Solving for height and gravity

[Calpalned]

Homework Statement

An astronaut on PLANET OSKI is standing on a cliff of unknown height H. The astronaut would like to ascertain the gravitational acceleration g₀ of PLANET OSKI. In order to determine H and g₀, the astronaut performs two experiments:

1) FIrst she leans over the edge of the cliff and drops a rock. She notes that it takes approximately T₁ = 2.0 s for the rock to land on the surface below.

2) Next, she leans over the edge of the cliff and tosses a second rock straight upwards. The rock rises for approximately h = 1.0 m, then falls to the ground below. A time T₂ = 2.34 s elapses between the moment the rock leaves her hand and the moment the rock strikes the ground.

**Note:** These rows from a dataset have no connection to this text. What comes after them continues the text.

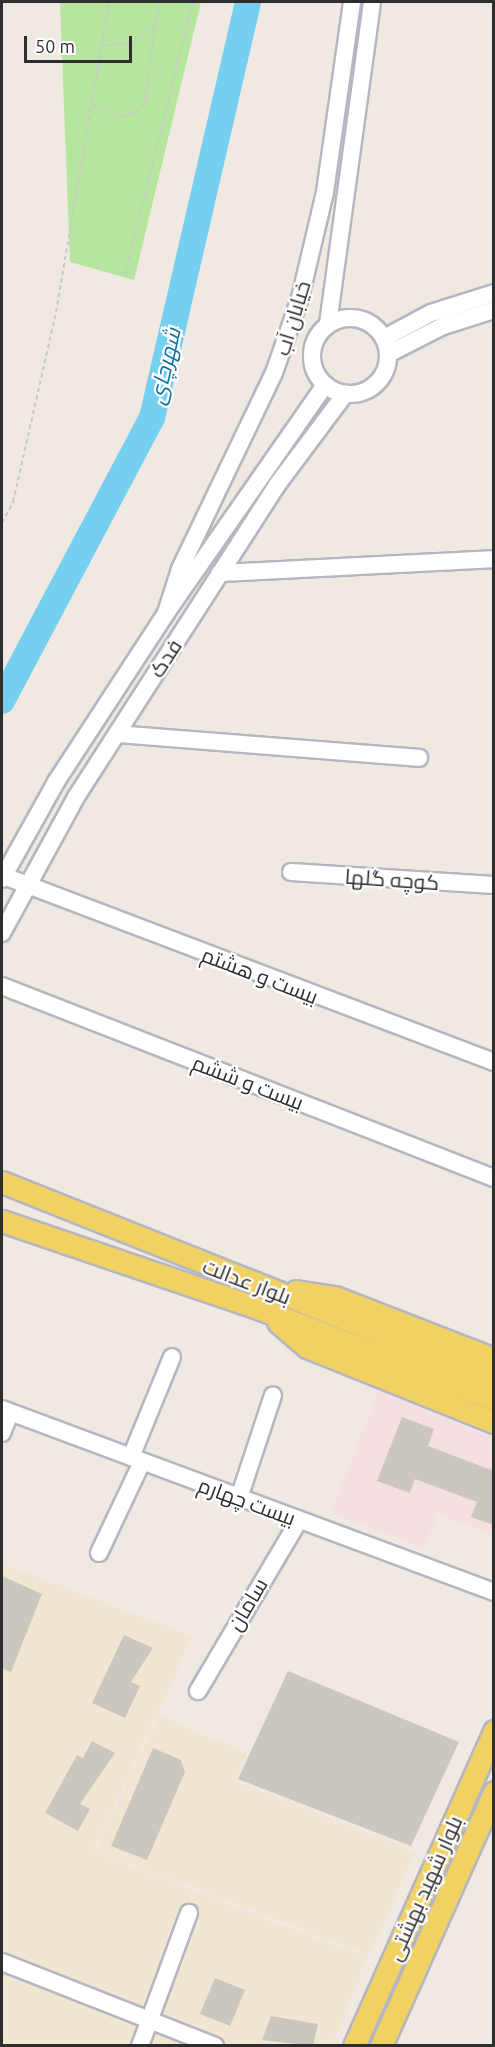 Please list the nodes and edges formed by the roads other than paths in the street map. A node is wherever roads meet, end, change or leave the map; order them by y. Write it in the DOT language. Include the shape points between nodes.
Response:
graph roads {
  1 [pos="352,2"];
  2 [pos="372,2"];
  3 [pos="494,293"];
  4 [pos="494,310"];
  5 [pos="328,324"];
  6 [pos="386,346"];
  7 [pos="325,385"];
  8 [pos="345,394"];
  9 [pos="494,559"];
  10 [pos="220,573"];
  11 [pos="166,613"];
  12 [pos="117,734"];
  13 [pos="419,758"];
  14 [pos="291,872"];
  15 [pos="2,877"];
  16 [pos="494,885"];
  17 [pos="27,887"];
  18 [pos="2,933"];
  19 [pos="2,986"];
  20 [pos="494,1062"];
  21 [pos="494,1178"];
  22 [pos="2,1182"];
  23 [pos="2,1221"];
  24 [pos="251,1283"];
  25 [pos="263,1310"];
  26 [pos="172,1358"];
  27 [pos="494,1359"];
  28 [pos="494,1378"];
  29 [pos="273,1395"];
  30 [pos="494,1399"];
  31 [pos="6,1411"];
  32 [pos="494,1422"];
  33 [pos="2,1433"];
  34 [pos="137,1460"];
  35 [pos="239,1497"];
  36 [pos="298,1520"];
  37 [pos="99,1553"];
  38 [pos="494,1592"];
  39 [pos="198,1691"];
  40 [pos="491,1743"];
  41 [pos="494,1792"];
  42 [pos="189,1913"];
  43 [pos="2,1962"];
  44 [pos="150,2020"];
  45 [pos="140,2046"];
  46 [pos="215,2046"];
  47 [pos="354,2046"];
  48 [pos="381,2046"];
  1 -- 11 [label="street, خیابان آب" via="325,192 300,298 274,374 180,568"];
  2 -- 5 [label="street, خیابان آب"];
  3 -- 6 [label="street" via="431,313"];
  4 -- 6 [label="street"];
  5 -- 6 [label="street" via="359,319"];
  5 -- 7 [label="street" via="312,347 314,368"];
  6 -- 8 [label="street" via="380,379 365,390"];
  7 -- 8 [label="street"];
  7 -- 11 [label="street, فدک"];
  8 -- 10 [label="street, فدک"];
  9 -- 10 [label="street"];
  10 -- 12 [label="street, فدک"];
  11 -- 15 [label="street, فدک" via="56,782"];
  12 -- 13 [label="street"];
  12 -- 17 [label="street, فدک"];
  14 -- 16 [label="street, کوچه گلها"];
  15 -- 17 [label="street, بیست و هشتم"];
  17 -- 18 [label="street, فدک"];
  17 -- 20 [label="street, بیست و هشتم"];
  19 -- 21 [label="street, بیست و ششم"];
  22 -- 24 [label="main road, بلوار عدالت"];
  23 -- 25 [label="main road, بلوار عدالت"];
  24 -- 27 [label="main road" via="335,1297"];
  24 -- 28 [label="main road, بلوار عدالت"];
  25 -- 30 [label="main road, بلوار عدالت"];
  25 -- 32 [label="main road" via="307,1347"];
  26 -- 34 [label="street"];
  29 -- 35 [label="street"];
  31 -- 33 [label="street"];
  31 -- 34 [label="street, بیست چهارم"];
  34 -- 35 [label="street, بیست چهارم"];
  34 -- 37 [label="street"];
  35 -- 36 [label="street, بیست چهارم"];
  36 -- 38 [label="street, بیست چهارم"];
  36 -- 39 [label="street, سامان"];
  40 -- 47 [label="main road, بلوار شهید بهشتی"];
  41 -- 48 [label="main road, بلوار شهید بهشتی"];
  42 -- 44 [label="street"];
  43 -- 44 [label="street"];
  44 -- 45 [label="street"];
  44 -- 46 [label="street"];
}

Find H and g₀. (Assume that air resistance is negligible.)

Homework Equations

1) vf2 = v02 + 2aΔx
2) vf = v0 + at
3) xf = x0 + v0t + ½(a)t2
4) Quadratic Formula

The Attempt at a Solution

I tried solving this three times. On the first and third tries, I failed to eliminate any variables. On the second try, I got g = 1.309 m/s and H = 2g, but this does not satisfy the astronaut's second experiment of being only 2.34 seconds long. Algebra problems with many variables like this are very time consuming and I don't have a good strategy for solving them. I spent two hours trying to tackle this problem! For this question, I would simply plug in as many known values as I am given into the equations. Then, I would start manipulating them while praying that I would somehow end up with an equation with only one variable. Is there a good strategy for this? All suggestions are welcome.

 

[Nathanael]

Any time you blindly plug numbers into a formula, you are setting yourself up for mistakes. What if you had no answer sheet (like the astronaut)? You should still be able to come up with an answer that you have confidence in. In my opinion, the "kinematics equations" are entirely useless and can cause more trouble than they're worth. The only kinematics equations you need to know are $v=\frac{dx}{dt}$ and $a=\frac{dv}{dt}=\frac{d^2x}{dt^2}$

All of the information in the problem is summarized in this picture:

All you need to know is that the slope of the graph is g₀. (And how to find the area of a triangle.)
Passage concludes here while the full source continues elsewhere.